Apart from the images, the records below need to be copied exactly.

(SOURCE DATA begins)

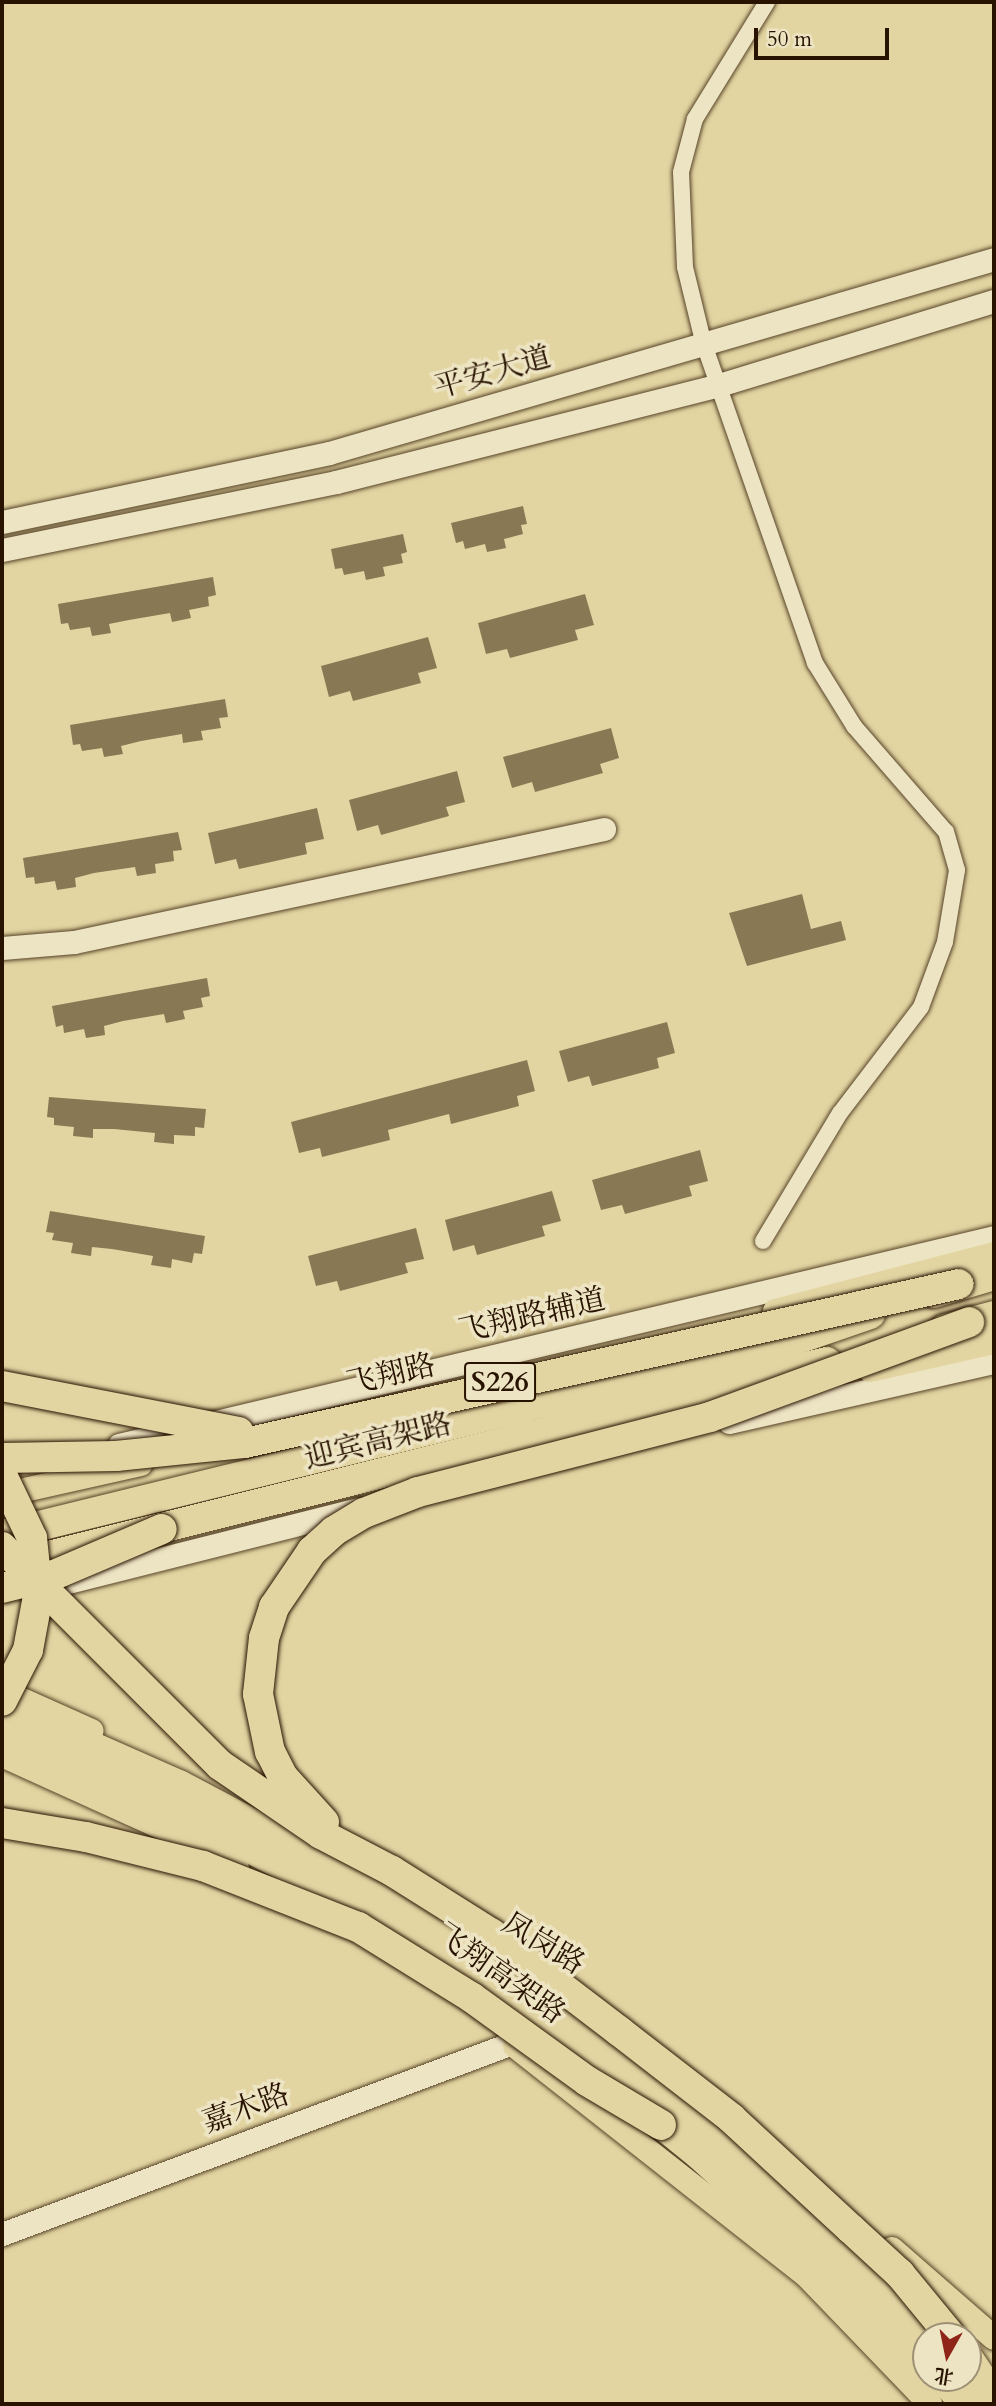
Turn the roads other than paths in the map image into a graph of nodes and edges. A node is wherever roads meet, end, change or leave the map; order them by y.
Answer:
1 (766, 2) edge
2 (994, 259) edge
3 (994, 301) edge
4 (704, 345) junction
5 (719, 384) junction
6 (2, 522) edge
7 (2, 550) edge
8 (604, 829) dead end
9 (2, 948) edge
10 (994, 1237) edge
11 (763, 1241) dead end
12 (994, 1254) edge
13 (994, 1275) edge
14 (959, 1284) junction
15 (981, 1319) edge
16 (994, 1342) edge
17 (994, 1362) edge
18 (2, 1386) edge
19 (281, 1432) junction
20 (2, 1458) edge
21 (2, 1475) edge
22 (2, 1495) edge
23 (162, 1529) junction
24 (2, 1535) edge
25 (2, 1547) edge
26 (2, 1567) edge
27 (2, 1580) edge
28 (2, 1588) edge
29 (2, 1599) edge
30 (2, 1691) edge
31 (2, 1701) edge
32 (2, 1707) edge
33 (2, 1732) edge
34 (2, 1755) edge
35 (2, 1824) edge
36 (392, 1871) junction
37 (512, 2043) junction
38 (661, 2125) junction
39 (2, 2234) edge
40 (919, 2322) edge
41 (939, 2322) edge
42 (994, 2338) edge
43 (912, 2349) edge
44 (982, 2380) edge
45 (994, 2399) edge
46 (930, 2404) edge

1 - 4 street
2 - 4 street, 平安大道
3 - 5 street
4 - 5 street
4 - 6 street, 平安大道
5 - 7 street
5 - 11 street
8 - 9 street
10 - 21 street, 飞翔路辅道
12 - 22 main road, 飞翔路 / S226
13 - 14 highway, 迎宾高架路
14 - 19 highway, bridge
14 - 24 highway, 迎宾高架路, bridge
15 - 23 highway, 迎宾高架路, bridge
15 - 36 highway, bridge
16 - 27 main road, S226
17 - 29 street
18 - 19 highway, bridge
19 - 20 highway, bridge
21 - 31 highway, bridge
23 - 26 highway, 迎宾高架路, bridge
23 - 28 highway, bridge
25 - 36 highway, bridge
30 - 42 main road, 凤岗路
32 - 40 highway, 飞翔高架路
33 - 38 highway, 飞翔高架路, bridge
34 - 37 main road
35 - 38 highway, bridge
36 - 41 highway, bridge
37 - 39 street, 嘉木路
37 - 46 main road
38 - 43 highway, 飞翔高架路
44 - 45 highway

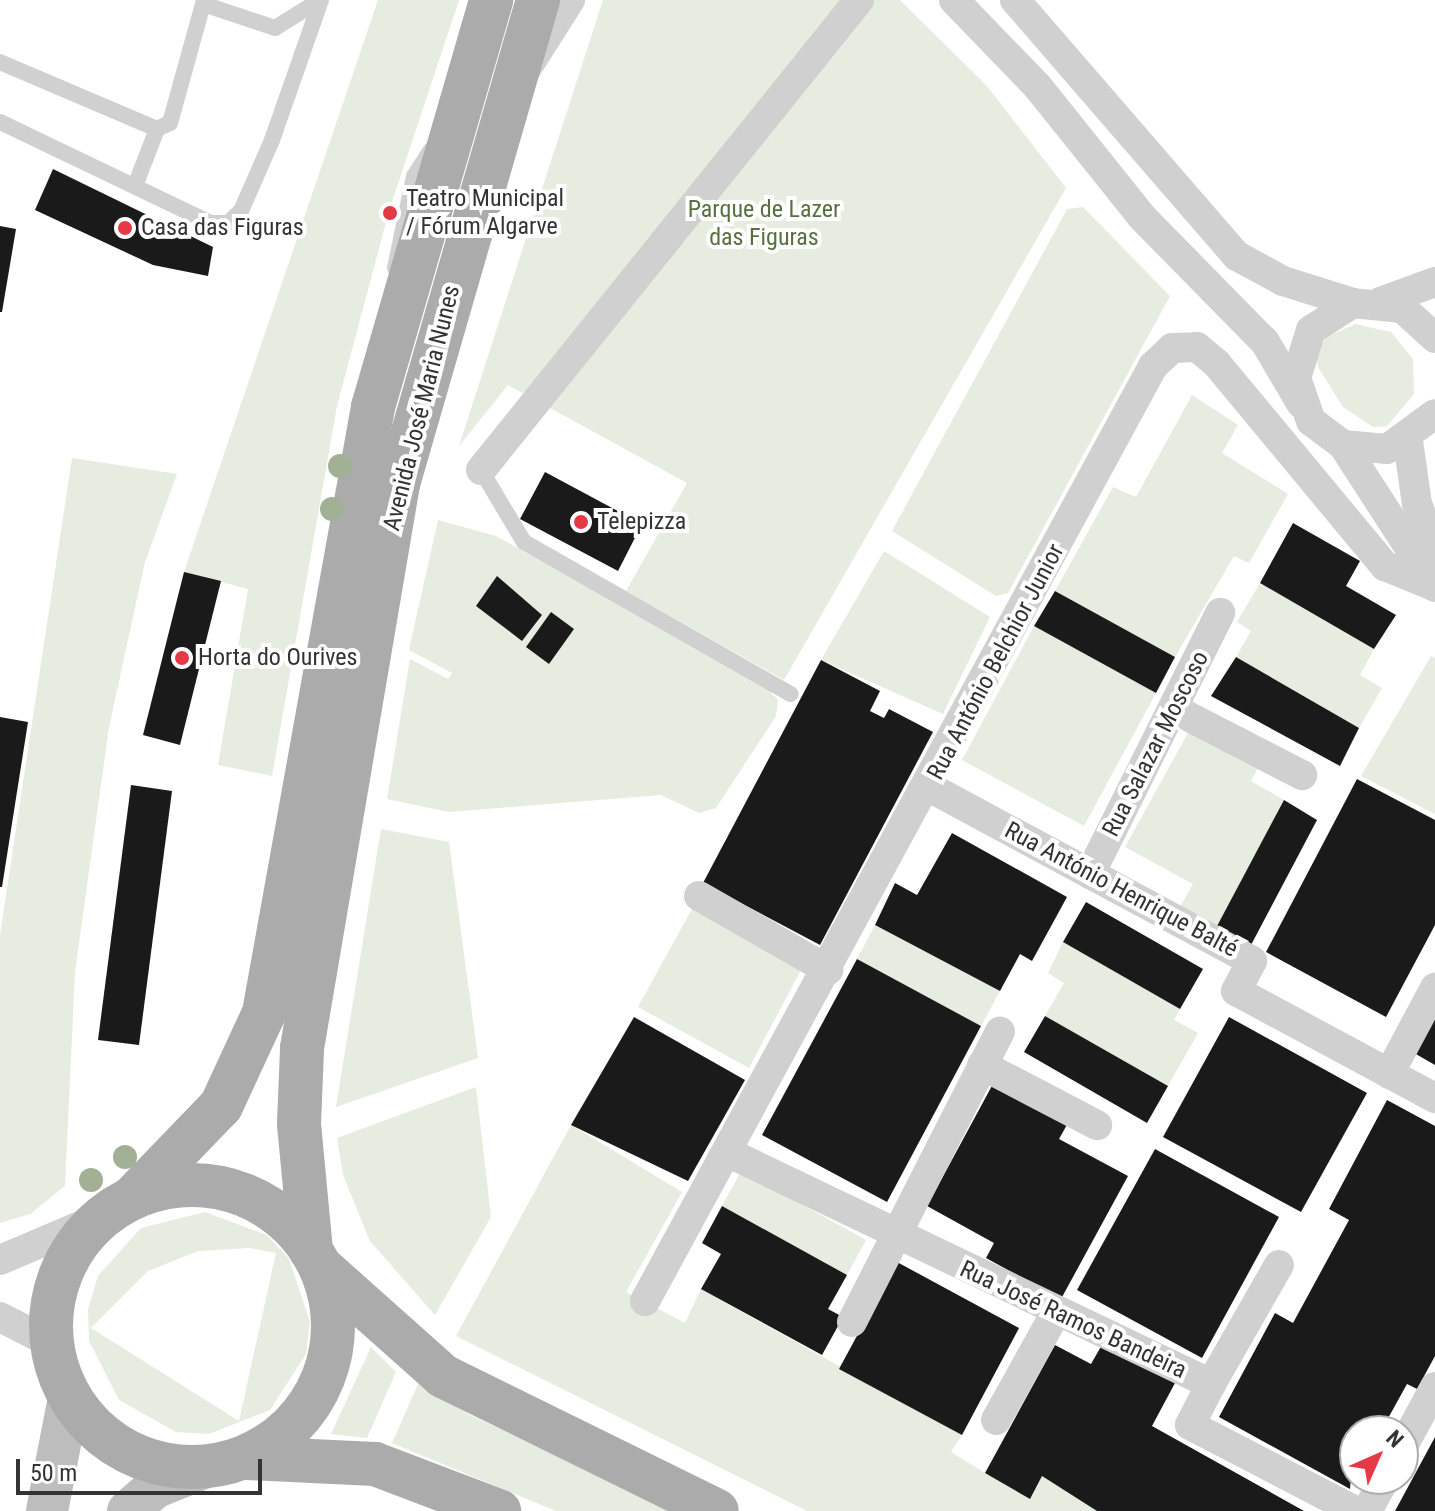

(SOURCE DATA ends)

#### ANSWER SECTION:
Turn the roads other than paths in the map image into a graph of nodes and edges. A node is wherever roads meet, end, change or leave the map; order them by y.
Answer:
1 (766, 2) edge
2 (994, 259) edge
3 (994, 301) edge
4 (704, 345) junction
5 (719, 384) junction
6 (2, 522) edge
7 (2, 550) edge
8 (604, 829) dead end
9 (2, 948) edge
10 (994, 1237) edge
11 (763, 1241) dead end
12 (994, 1254) edge
13 (994, 1275) edge
14 (959, 1284) junction
15 (981, 1319) edge
16 (994, 1342) edge
17 (994, 1362) edge
18 (2, 1386) edge
19 (281, 1432) junction
20 (2, 1458) edge
21 (2, 1475) edge
22 (2, 1495) edge
23 (162, 1529) junction
24 (2, 1535) edge
25 (2, 1547) edge
26 (2, 1567) edge
27 (2, 1580) edge
28 (2, 1588) edge
29 (2, 1599) edge
30 (2, 1691) edge
31 (2, 1701) edge
32 (2, 1707) edge
33 (2, 1732) edge
34 (2, 1755) edge
35 (2, 1824) edge
36 (392, 1871) junction
37 (512, 2043) junction
38 (661, 2125) junction
39 (2, 2234) edge
40 (919, 2322) edge
41 (939, 2322) edge
42 (994, 2338) edge
43 (912, 2349) edge
44 (982, 2380) edge
45 (994, 2399) edge
46 (930, 2404) edge

1 - 4 street
2 - 4 street, 平安大道
3 - 5 street
4 - 5 street
4 - 6 street, 平安大道
5 - 7 street
5 - 11 street
8 - 9 street
10 - 21 street, 飞翔路辅道
12 - 22 main road, 飞翔路 / S226
13 - 14 highway, 迎宾高架路
14 - 19 highway, bridge
14 - 24 highway, 迎宾高架路, bridge
15 - 23 highway, 迎宾高架路, bridge
15 - 36 highway, bridge
16 - 27 main road, S226
17 - 29 street
18 - 19 highway, bridge
19 - 20 highway, bridge
21 - 31 highway, bridge
23 - 26 highway, 迎宾高架路, bridge
23 - 28 highway, bridge
25 - 36 highway, bridge
30 - 42 main road, 凤岗路
32 - 40 highway, 飞翔高架路
33 - 38 highway, 飞翔高架路, bridge
34 - 37 main road
35 - 38 highway, bridge
36 - 41 highway, bridge
37 - 39 street, 嘉木路
37 - 46 main road
38 - 43 highway, 飞翔高架路
44 - 45 highway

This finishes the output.